▶ [Task]
Which lines in the records below hold the word "lane"? Copy each of them.

▶ [Given records]
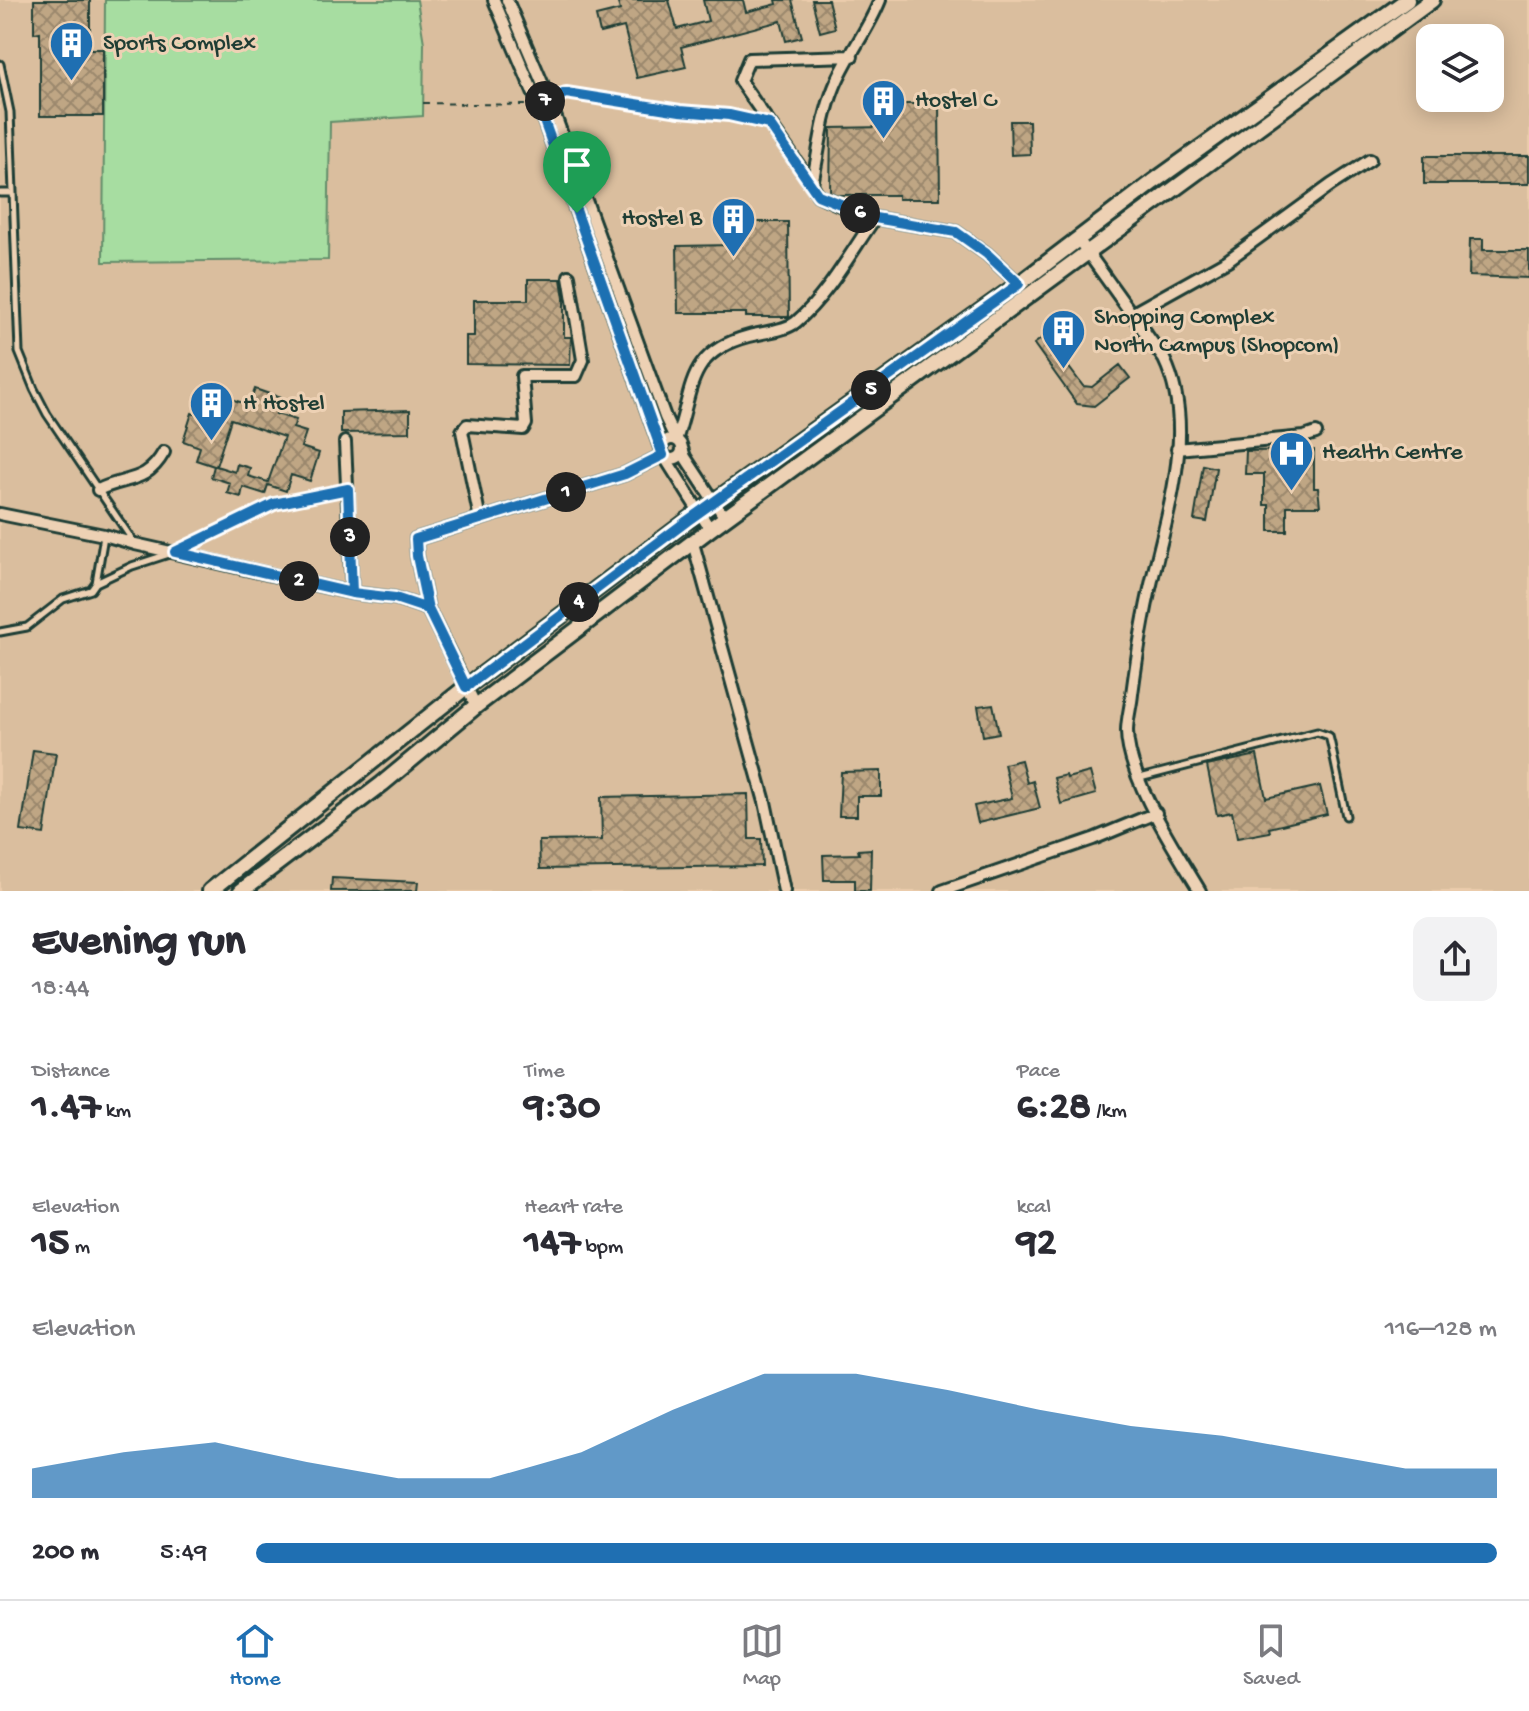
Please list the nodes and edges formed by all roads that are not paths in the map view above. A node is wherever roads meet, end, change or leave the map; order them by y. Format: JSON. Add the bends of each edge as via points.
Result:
{"nodes":[{"id":1,"x":494,"y":0,"type":"edge"},
{"id":2,"x":507,"y":0,"type":"edge"},
{"id":3,"x":880,"y":0,"type":"edge"},
{"id":4,"x":1407,"y":0,"type":"edge"},
{"id":5,"x":1432,"y":0,"type":"edge"},
{"id":6,"x":852,"y":56,"type":"junction"},
{"id":7,"x":0,"y":64,"type":"edge"},
{"id":8,"x":549,"y":99,"type":"junction"},
{"id":9,"x":538,"y":104,"type":"junction"},
{"id":10,"x":1370,"y":160,"type":"dead end"},
{"id":11,"x":812,"y":184,"type":"junction"},
{"id":12,"x":0,"y":193,"type":"edge"},
{"id":13,"x":12,"y":193,"type":"junction"},
{"id":14,"x":875,"y":218,"type":"junction"},
{"id":15,"x":1078,"y":239,"type":"junction"},
{"id":16,"x":1089,"y":253,"type":"junction"},
{"id":17,"x":569,"y":276,"type":"dead end"},
{"id":18,"x":1019,"y":284,"type":"junction"},
{"id":19,"x":1131,"y":314,"type":"junction"},
{"id":20,"x":1316,"y":433,"type":"dead end"},
{"id":21,"x":345,"y":442,"type":"dead end"},
{"id":22,"x":679,"y":444,"type":"junction"},
{"id":23,"x":1177,"y":449,"type":"junction"},
{"id":24,"x":164,"y":452,"type":"dead end"},
{"id":25,"x":663,"y":454,"type":"junction"},
{"id":26,"x":348,"y":489,"type":"junction"},
{"id":27,"x":98,"y":490,"type":"junction"},
{"id":28,"x":713,"y":503,"type":"junction"},
{"id":29,"x":0,"y":514,"type":"edge"},
{"id":30,"x":698,"y":514,"type":"junction"},
{"id":31,"x":725,"y":518,"type":"junction"},
{"id":32,"x":480,"y":519,"type":"junction"},
{"id":33,"x":710,"y":529,"type":"junction"},
{"id":34,"x":104,"y":535,"type":"junction"},
{"id":35,"x":693,"y":543,"type":"junction"},
{"id":36,"x":135,"y":544,"type":"junction"},
{"id":37,"x":175,"y":552,"type":"junction"},
{"id":38,"x":96,"y":583,"type":"junction"},
{"id":39,"x":352,"y":593,"type":"junction"},
{"id":40,"x":428,"y":609,"type":"junction"},
{"id":41,"x":0,"y":632,"type":"edge"},
{"id":42,"x":466,"y":687,"type":"junction"},
{"id":43,"x":476,"y":706,"type":"junction"},
{"id":44,"x":1139,"y":778,"type":"junction"},
{"id":45,"x":1156,"y":813,"type":"junction"},
{"id":46,"x":1346,"y":816,"type":"dead end"},
{"id":47,"x":210,"y":891,"type":"edge"},
{"id":48,"x":241,"y":891,"type":"edge"},
{"id":49,"x":784,"y":891,"type":"edge"},
{"id":50,"x":942,"y":891,"type":"edge"},
{"id":51,"x":1200,"y":891,"type":"edge"}],
"edges":[{"from":1,"to":9,"type":"street"},
{"from":2,"to":8,"type":"street"},
{"from":3,"to":6,"type":"street"},
{"from":4,"to":15,"type":"street"},
{"from":5,"to":16,"type":"street"},
{"from":6,"to":11,"type":"street","via":[[829,102]]},
{"from":6,"to":11,"type":"street","via":[[749,59],[740,81]]},
{"from":7,"to":13,"type":"lane","via":[[10,112]]},
{"from":8,"to":9,"type":"street"},
{"from":8,"to":22,"type":"street"},
{"from":9,"to":25,"type":"street"},
{"from":10,"to":19,"type":"street","via":[[1228,260]]},
{"from":11,"to":14,"type":"street","via":[[818,195]]},
{"from":12,"to":13,"type":"lane"},
{"from":13,"to":27,"type":"lane","via":[[19,352],[47,414]]},
{"from":14,"to":18,"type":"street","via":[[956,232]]},
{"from":14,"to":22,"type":"street","via":[[793,325],[733,340],[703,360],[692,378]]},
{"from":15,"to":16,"type":"street"},
{"from":15,"to":18,"type":"street"},
{"from":16,"to":19,"type":"street"},
{"from":16,"to":31,"type":"street"},
{"from":17,"to":32,"type":"street","via":[[583,360],[576,376],[522,376],[523,429],[467,425],[462,431]]},
{"from":18,"to":28,"type":"street"},
{"from":19,"to":23,"type":"street","via":[[1172,376]]},
{"from":20,"to":23,"type":"street"},
{"from":21,"to":26,"type":"street"},
{"from":22,"to":25,"type":"street","via":[[666,441]]},
{"from":22,"to":25,"type":"street","via":[[676,459]]},
{"from":22,"to":28,"type":"street"},
{"from":23,"to":44,"type":"street","via":[[1127,732]]},
{"from":24,"to":27,"type":"street","via":[[147,474]]},
{"from":25,"to":30,"type":"street"},
{"from":25,"to":32,"type":"street","via":[[625,474]]},
{"from":26,"to":37,"type":"lane","via":[[274,504]]},
{"from":26,"to":39,"type":"street"},
{"from":27,"to":36,"type":"lane"},
{"from":28,"to":30,"type":"street"},
{"from":28,"to":31,"type":"street"},
{"from":29,"to":34,"type":"street"},
{"from":30,"to":33,"type":"street"},
{"from":30,"to":42,"type":"street"},
{"from":31,"to":33,"type":"street"},
{"from":32,"to":40,"type":"street","via":[[416,539]]},
{"from":33,"to":35,"type":"street"},
{"from":34,"to":36,"type":"street"},
{"from":34,"to":38,"type":"lane"},
{"from":35,"to":43,"type":"street"},
{"from":35,"to":49,"type":"street","via":[[765,802]]},
{"from":36,"to":37,"type":"street"},
{"from":37,"to":38,"type":"lane"},
{"from":37,"to":39,"type":"street"},
{"from":38,"to":41,"type":"lane","via":[[91,590],[63,599],[27,627]]},
{"from":39,"to":40,"type":"street"},
{"from":40,"to":42,"type":"street"},
{"from":42,"to":43,"type":"street"},
{"from":42,"to":47,"type":"street"},
{"from":43,"to":48,"type":"street"},
{"from":44,"to":45,"type":"street"},
{"from":44,"to":46,"type":"lane","via":[[1323,732],[1329,736]]},
{"from":45,"to":50,"type":"street"},
{"from":45,"to":51,"type":"street"}]}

▶ [Response area]
{"from":7,"to":13,"type":"lane","via":[[10,112]]},
{"from":12,"to":13,"type":"lane"},
{"from":13,"to":27,"type":"lane","via":[[19,352],[47,414]]},
{"from":26,"to":37,"type":"lane","via":[[274,504]]},
{"from":27,"to":36,"type":"lane"},
{"from":34,"to":38,"type":"lane"},
{"from":37,"to":38,"type":"lane"},
{"from":38,"to":41,"type":"lane","via":[[91,590],[63,599],[27,627]]},
{"from":44,"to":46,"type":"lane","via":[[1323,732],[1329,736]]},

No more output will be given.